Exercise brief:
From the data that follows, print exactly the lines starting at the one containing "middle tip: (167, 230)" and ending at the one containing "ring tip: (321, 182)"; include both of them and nothing more.

Exercise materials:
□ □ □ □ □
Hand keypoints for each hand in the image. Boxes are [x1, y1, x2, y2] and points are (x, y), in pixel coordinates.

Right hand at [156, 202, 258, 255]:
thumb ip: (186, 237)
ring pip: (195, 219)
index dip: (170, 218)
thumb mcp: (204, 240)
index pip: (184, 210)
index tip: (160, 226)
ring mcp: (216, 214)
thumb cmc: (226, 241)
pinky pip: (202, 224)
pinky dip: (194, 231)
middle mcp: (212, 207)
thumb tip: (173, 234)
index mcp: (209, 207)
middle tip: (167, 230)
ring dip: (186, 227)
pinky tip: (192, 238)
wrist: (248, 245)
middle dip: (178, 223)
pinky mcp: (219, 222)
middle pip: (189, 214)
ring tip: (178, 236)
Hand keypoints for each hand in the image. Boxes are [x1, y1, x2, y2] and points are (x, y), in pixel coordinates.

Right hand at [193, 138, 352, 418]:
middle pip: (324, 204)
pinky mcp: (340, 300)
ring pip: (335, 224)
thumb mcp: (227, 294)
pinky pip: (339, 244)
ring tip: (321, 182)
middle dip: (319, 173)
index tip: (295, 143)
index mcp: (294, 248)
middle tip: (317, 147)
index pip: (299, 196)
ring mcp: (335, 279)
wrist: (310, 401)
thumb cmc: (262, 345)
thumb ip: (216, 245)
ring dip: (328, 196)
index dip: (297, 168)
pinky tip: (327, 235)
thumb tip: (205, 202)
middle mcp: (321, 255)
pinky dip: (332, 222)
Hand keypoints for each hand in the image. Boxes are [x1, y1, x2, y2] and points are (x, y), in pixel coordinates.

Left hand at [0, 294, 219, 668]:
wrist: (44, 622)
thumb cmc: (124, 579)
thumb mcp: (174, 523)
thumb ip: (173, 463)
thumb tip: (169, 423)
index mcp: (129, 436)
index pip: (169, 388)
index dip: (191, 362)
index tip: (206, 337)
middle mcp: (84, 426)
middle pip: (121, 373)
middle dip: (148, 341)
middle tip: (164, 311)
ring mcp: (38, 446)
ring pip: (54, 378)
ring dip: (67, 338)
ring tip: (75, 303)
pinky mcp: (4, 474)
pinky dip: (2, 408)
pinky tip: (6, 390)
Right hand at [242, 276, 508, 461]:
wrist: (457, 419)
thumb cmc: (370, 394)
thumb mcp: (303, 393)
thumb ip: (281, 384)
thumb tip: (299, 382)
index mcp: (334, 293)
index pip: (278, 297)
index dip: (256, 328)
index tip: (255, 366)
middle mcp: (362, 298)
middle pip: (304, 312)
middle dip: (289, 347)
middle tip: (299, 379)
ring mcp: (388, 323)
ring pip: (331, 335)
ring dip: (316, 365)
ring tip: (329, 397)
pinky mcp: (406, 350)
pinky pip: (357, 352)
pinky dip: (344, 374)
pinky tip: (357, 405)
□ □ □ □ □
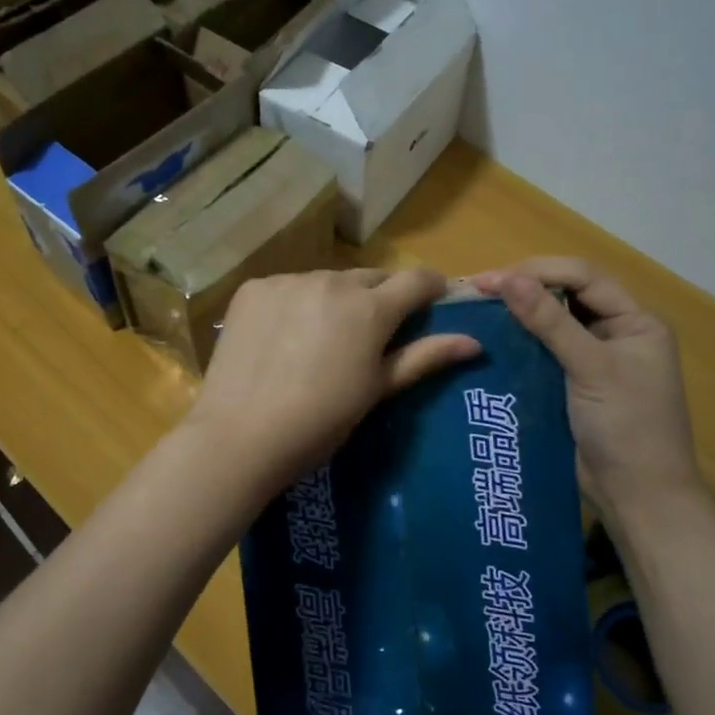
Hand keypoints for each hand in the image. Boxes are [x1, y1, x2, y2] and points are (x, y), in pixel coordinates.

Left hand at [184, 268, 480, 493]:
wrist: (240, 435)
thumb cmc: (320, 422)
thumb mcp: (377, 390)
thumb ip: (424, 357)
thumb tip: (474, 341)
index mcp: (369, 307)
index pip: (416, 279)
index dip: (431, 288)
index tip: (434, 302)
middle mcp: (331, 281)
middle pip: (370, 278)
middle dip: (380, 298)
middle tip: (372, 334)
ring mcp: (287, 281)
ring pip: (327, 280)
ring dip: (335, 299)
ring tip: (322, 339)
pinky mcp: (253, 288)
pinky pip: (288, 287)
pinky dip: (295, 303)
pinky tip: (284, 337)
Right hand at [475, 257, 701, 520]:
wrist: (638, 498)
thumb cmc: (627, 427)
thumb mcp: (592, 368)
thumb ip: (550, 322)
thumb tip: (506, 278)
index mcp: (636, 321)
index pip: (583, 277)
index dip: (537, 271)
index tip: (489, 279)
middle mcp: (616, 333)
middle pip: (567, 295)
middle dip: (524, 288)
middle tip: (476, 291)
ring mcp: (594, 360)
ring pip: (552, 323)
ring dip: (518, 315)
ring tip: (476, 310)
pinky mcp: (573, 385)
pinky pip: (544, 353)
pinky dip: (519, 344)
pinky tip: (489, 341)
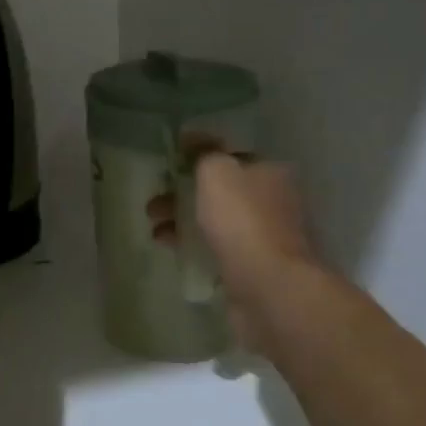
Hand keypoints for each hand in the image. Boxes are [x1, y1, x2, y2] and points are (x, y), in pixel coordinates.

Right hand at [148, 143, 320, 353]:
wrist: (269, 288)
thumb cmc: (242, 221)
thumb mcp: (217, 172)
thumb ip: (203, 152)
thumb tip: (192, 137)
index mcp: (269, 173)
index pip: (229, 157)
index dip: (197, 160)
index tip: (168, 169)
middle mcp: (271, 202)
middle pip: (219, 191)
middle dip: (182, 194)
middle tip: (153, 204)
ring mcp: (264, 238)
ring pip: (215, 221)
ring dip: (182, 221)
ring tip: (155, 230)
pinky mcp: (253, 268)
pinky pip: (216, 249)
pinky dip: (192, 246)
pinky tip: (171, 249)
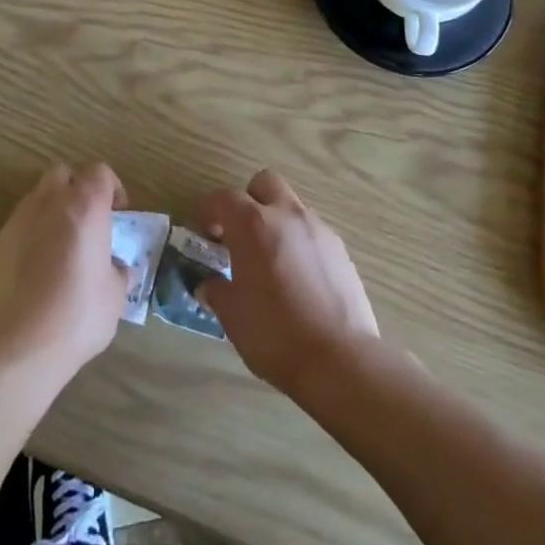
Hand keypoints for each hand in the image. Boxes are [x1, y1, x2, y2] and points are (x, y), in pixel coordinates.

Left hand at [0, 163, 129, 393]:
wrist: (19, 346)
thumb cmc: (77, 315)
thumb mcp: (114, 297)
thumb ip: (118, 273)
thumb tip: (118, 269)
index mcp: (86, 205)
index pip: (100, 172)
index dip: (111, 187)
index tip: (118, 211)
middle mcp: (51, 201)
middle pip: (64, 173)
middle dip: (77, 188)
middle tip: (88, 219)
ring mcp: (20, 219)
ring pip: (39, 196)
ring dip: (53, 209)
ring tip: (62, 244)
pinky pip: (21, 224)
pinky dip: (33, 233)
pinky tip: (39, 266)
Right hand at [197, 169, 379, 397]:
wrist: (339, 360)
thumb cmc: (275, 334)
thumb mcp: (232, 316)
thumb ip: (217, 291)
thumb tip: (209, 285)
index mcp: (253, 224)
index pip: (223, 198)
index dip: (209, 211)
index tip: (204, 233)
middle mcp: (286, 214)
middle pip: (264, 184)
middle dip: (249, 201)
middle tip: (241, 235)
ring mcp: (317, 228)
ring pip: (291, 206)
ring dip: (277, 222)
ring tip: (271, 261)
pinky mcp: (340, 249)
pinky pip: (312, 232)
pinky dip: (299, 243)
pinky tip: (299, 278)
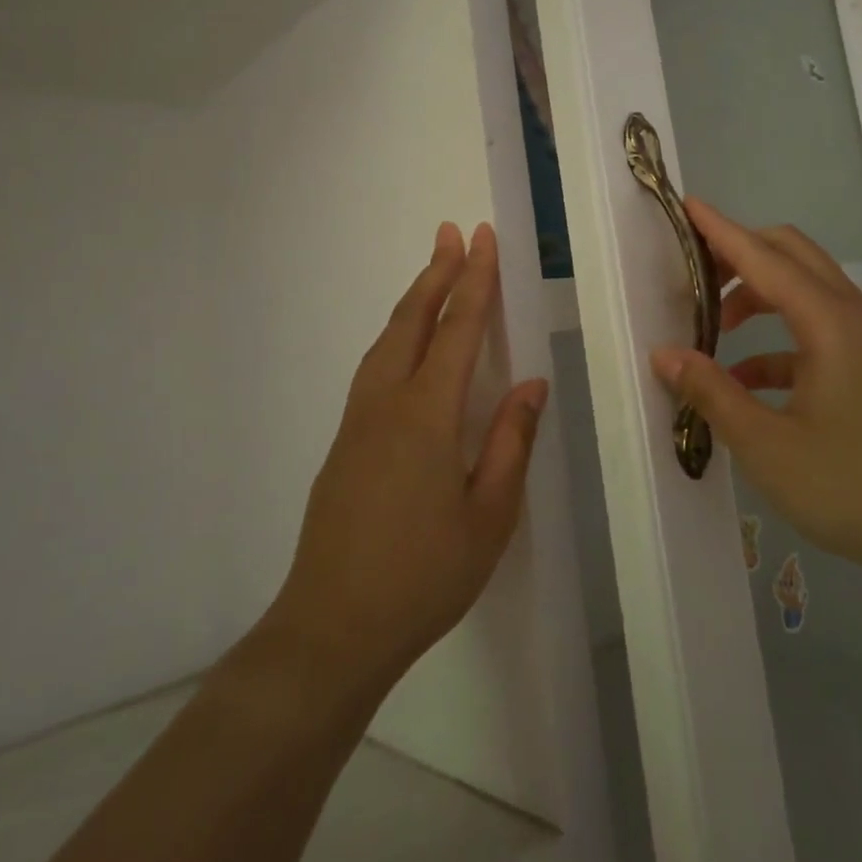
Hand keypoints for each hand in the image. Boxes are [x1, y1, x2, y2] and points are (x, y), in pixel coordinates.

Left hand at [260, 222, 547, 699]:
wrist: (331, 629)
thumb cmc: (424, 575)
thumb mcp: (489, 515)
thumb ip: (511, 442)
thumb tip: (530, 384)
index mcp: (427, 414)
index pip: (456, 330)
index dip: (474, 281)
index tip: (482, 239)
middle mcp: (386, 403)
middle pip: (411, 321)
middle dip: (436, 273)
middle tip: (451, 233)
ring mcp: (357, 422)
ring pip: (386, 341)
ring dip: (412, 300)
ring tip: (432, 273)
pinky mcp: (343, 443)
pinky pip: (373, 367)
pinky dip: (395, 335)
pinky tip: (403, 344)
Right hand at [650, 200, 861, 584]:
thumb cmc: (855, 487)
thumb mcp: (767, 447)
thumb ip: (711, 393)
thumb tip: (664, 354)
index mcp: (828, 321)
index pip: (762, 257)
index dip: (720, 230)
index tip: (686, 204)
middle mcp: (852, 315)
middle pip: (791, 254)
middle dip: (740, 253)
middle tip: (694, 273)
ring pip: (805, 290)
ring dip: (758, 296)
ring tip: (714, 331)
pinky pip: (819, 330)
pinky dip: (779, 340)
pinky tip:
□ □ □ □ □
Task output:
middle tip: (167, 230)
ring dip: (186, 227)
pinky tip: (192, 238)
wrist: (248, 245)
middle dip: (178, 223)
pinky mcp: (219, 222)
middle pip: (189, 214)
ring tip: (178, 236)
Hand keypoints for each hand in the image. Boxes are [x1, y1, x2, y2] and points are (x, y), in pixel coordinates.

Right hand at [193, 138, 352, 418]:
middle pip: (324, 204)
pinky mcp: (340, 300)
ring pip: (335, 224)
thumb mcp: (227, 294)
pinky pip: (339, 244)
ring tip: (321, 182)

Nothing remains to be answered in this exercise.